Il faut appeler un chat, un chat. Quand on extorque de l’argent à un contribuable, alors que cela n’est écrit nulle part, dans la loi de finances, qu’on ne lui délivre aucun reçu et que cet argent récolté ne va nulle part dans les caisses de l’Etat, et qu’on le fait dans un réseau ; cela veut dire qu’on opère exactement comme un gang. Donc on est un gangster. Point à la ligne.

« L’une des raisons est liée au fait que le marketing de la richesse (cf. Makosso) a pris le pas sur l’évangile de la spiritualité. Or le marketing de la richesse est tout, sauf chrétien. Bref. »

L’on m’a une fois demandé : pourquoi l’Eglise n’a pas de saints en Afrique ? J’ai posé répondu que l’Eglise avait connu des saints africains, mais que nous-mêmes Africains, ne faisons pas grand-chose, pour faire connaître nos saints qui ont pourtant des noms que nous connaissons sans doute : Saint Kizito, Charles Lwanga, Luc Banabakintu…

Cependant, en retour, j’ai posé à mon interlocuteur, cette question : regardez autour de vous, dites le nom d’une seule personne que vous connaissez et osez me dire si elle mérite d’être désignée comme sainte. Il continue de chercher. Je lui souhaite d’en trouver. L’Afrique a connu des saints mais elle n’en a pas assez, surtout dans notre histoire contemporaine. Et nous savons pourquoi, ce ne sont pas les prêtres et pasteurs africains qui me diront le contraire. L’une des raisons est liée au fait que le marketing de la richesse (cf.
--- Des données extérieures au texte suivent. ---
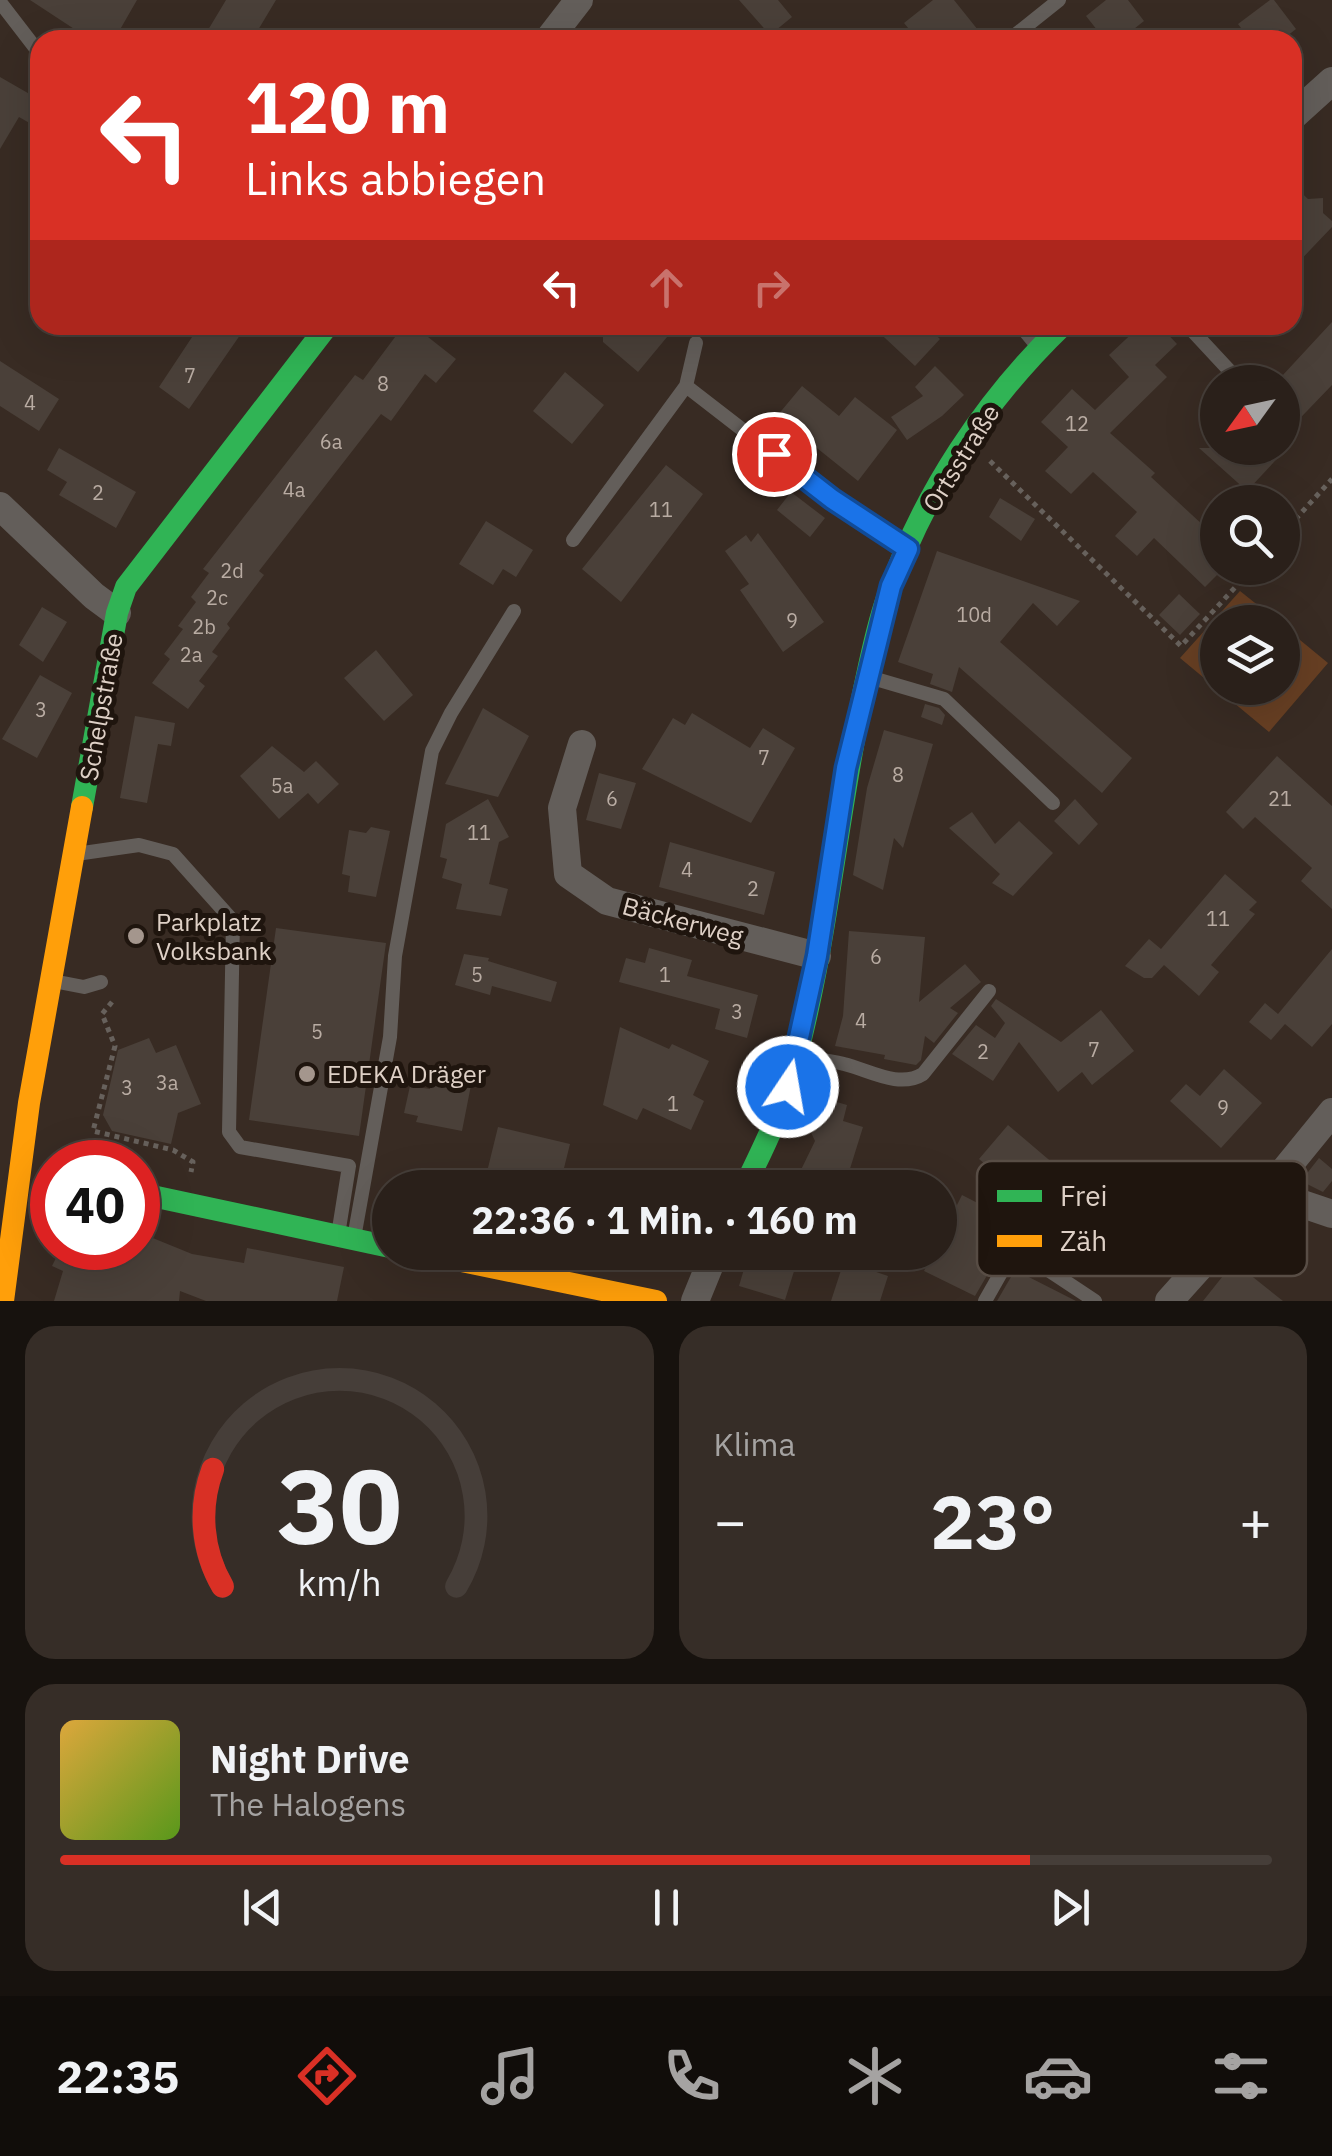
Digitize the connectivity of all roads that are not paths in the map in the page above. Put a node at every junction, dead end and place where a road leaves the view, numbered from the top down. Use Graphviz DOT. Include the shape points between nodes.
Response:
graph roads {
  1 [pos="579,0"];
  2 [pos="1059,0"];
  3 [pos="0,2"];
  4 [pos="556,30"];
  5 [pos="1022,30"];
  6 [pos="30,41"];
  7 [pos="1332,81"];
  8 [pos="1302,108"];
  9 [pos="320,335"];
  10 [pos="1028,335"];
  11 [pos="1051,335"];
  12 [pos="1197,335"];
  13 [pos="696,343"];
  14 [pos="1038,347"];
  15 [pos="1224,365"];
  16 [pos="686,386"];
  17 [pos="0,506"];
  18 [pos="573,540"];
  19 [pos="908,549"];
  20 [pos="514,611"];
  21 [pos="117,613"];
  22 [pos="868,676"];
  23 [pos="582,744"];
  24 [pos="1052,804"];
  25 [pos="76,854"];
  26 [pos="817,956"];
  27 [pos="52,981"];
  28 [pos="101,982"];
  29 [pos="990,991"];
  30 [pos="795,1057"];
  31 [pos="1332,1112"];
  32 [pos="19,1152"];
  33 [pos="1292,1161"];
  34 [pos="752,1170"];
  35 [pos="160,1198"];
  36 [pos="1307,1206"];
  37 [pos="1332,1214"];
  38 [pos="346,1237"];
  39 [pos="372,1243"];
  40 [pos="505,1270"];
  41 [pos="707,1270"];
  42 [pos="999,1276"];
  43 [pos="1058,1276"];
  44 [pos="1191,1276"];
  45 [pos="3,1301"];
  46 [pos="656,1301"];
  47 [pos="694,1301"];
  48 [pos="985,1301"];
  49 [pos="1096,1301"];
  50 [pos="1168,1301"];
  1 -- 4 [label="street"];
  2 -- 5 [label="lane"];
  3 -- 6 [label="lane"];
  7 -- 8 [label="street"];
  9 -- 21 [label="street, Schelpstraße" via="126,587"];
  10 -- 14 [label="lane"];
  11 -- 14 [label="street, Ortsstraße"];
  12 -- 15 [label="lane"];
  13 -- 16 [label="lane"];
  14 -- 19 [label="street, Ortsstraße" via="967,439"];
  16 -- 18 [label="lane"];
  16 -- 19 [label="lane"];
  17 -- 21 [label="street"];
  19 -- 22 [label="street, Ortsstraße" via="891,586"];
  20 -- 38 [label="lane" via="432,751 395,956 390,1037"];
  21 -- 25 [label="street, Schelpstraße"];
  22 -- 24 [label="lane" via="944,699"];
  22 -- 26 [label="street, Ortsstraße" via="846,768"];
  23 -- 26 [label="street, Bäckerweg" via="562,808 568,874 607,902"];
  25 -- 27 [label="street, Schelpstraße"];
  25 -- 38 [label="lane" via="139,844 174,854 233,922 229,1132 240,1147 349,1166"];
  26 -- 30 [label="street, Ortsstraße"];
  27 -- 28 [label="lane" via="84,987"];
  27 -- 32 [label="street, Schelpstraße"];
  29 -- 30 [label="lane" via="912,1080"];
  30 -- 34 [label="street, Ortsstraße"];
  31 -- 33 [label="street"];
  32 -- 45 [label="street, Schelpstraße"];
  35 -- 38 [label="street"];
  36 -- 37 [label="street"];
  38 -- 39 [label="street"];
  40 -- 46 [label="street"];
  41 -- 47 [label="street"];
  42 -- 48 [label="lane"];
  43 -- 49 [label="lane"];
  44 -- 50 [label="street"];
}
Makosso) a pris le pas sur l’évangile de la spiritualité. Or le marketing de la richesse est tout, sauf chrétien. Bref.

L’exemple de cette dame gangster à col blanc est symptomatique du vernissage spirituel dont nous sommes coutumiers en Afrique (je parle pour moi, en tant qu’Africain, je ne parle donc pas d’Européens ou d’Américains). Nous sommes les nouveaux publicains et le pire c’est que nous ne nous rendons pas compte. Cette dame croit être une bonne chrétienne, mais non, elle est pire que le petit voleur de chaîne en faux or, arrêté à Adjamé ou à Abobo Derrière Rails.

« Seigneur Seigneur ! »

Regardez autour de vous ! Plus de 75% des Ivoiriens sont chrétien(ne)s ou musulman(es), selon le recensement de 2014. Pourtant, notre pays fait partie des pays les plus corrompus au monde (103è en 2017, selon Transparency International). Pourquoi ? Parce que le chrétien et le musulman qui est à la Douane, aux Impôts, au Trésor, au gouvernement, dans une institution ou une entreprise publique, qui détourne l’argent de son entreprise ou rackette un usager, ne considère pas que c’est un péché grave. Hypocrite, tu es pire que le petit voleur de la Maca !

« Ce ne sont pas tous ceux qui me disent: ‘Seigneur, Seigneur !’ qui entreront dans le royaume des cieux, mais celui-là seul qui fait la volonté de mon Père qui est dans les cieux »

Tant que le fidèle chrétien ou musulman ne se sentira pas sale, coupable, pécheur, quand il pose ce genre d’acte décrit plus haut, il sera difficile pour l’élite africaine, de construire une société de valeurs. A méditer : « Ce ne sont pas tous ceux qui me disent: ‘Seigneur, Seigneur !’ qui entreront dans le royaume des cieux, mais celui-là seul qui fait la volonté de mon Père qui est dans les cieux.

Plusieurs me diront en ce jour-là: Seigneur, Seigneur, n’avons-nous pas prophétisé par ton nom? n’avons-nous pas chassé des démons par ton nom? et n’avons-nous pas fait beaucoup de miracles par ton nom?

Alors je leur dirai ouvertement: Je ne vous ai jamais connus, retirez-vous de moi, vous qui commettez l’iniquité » (Matthieu 7 : 21-23).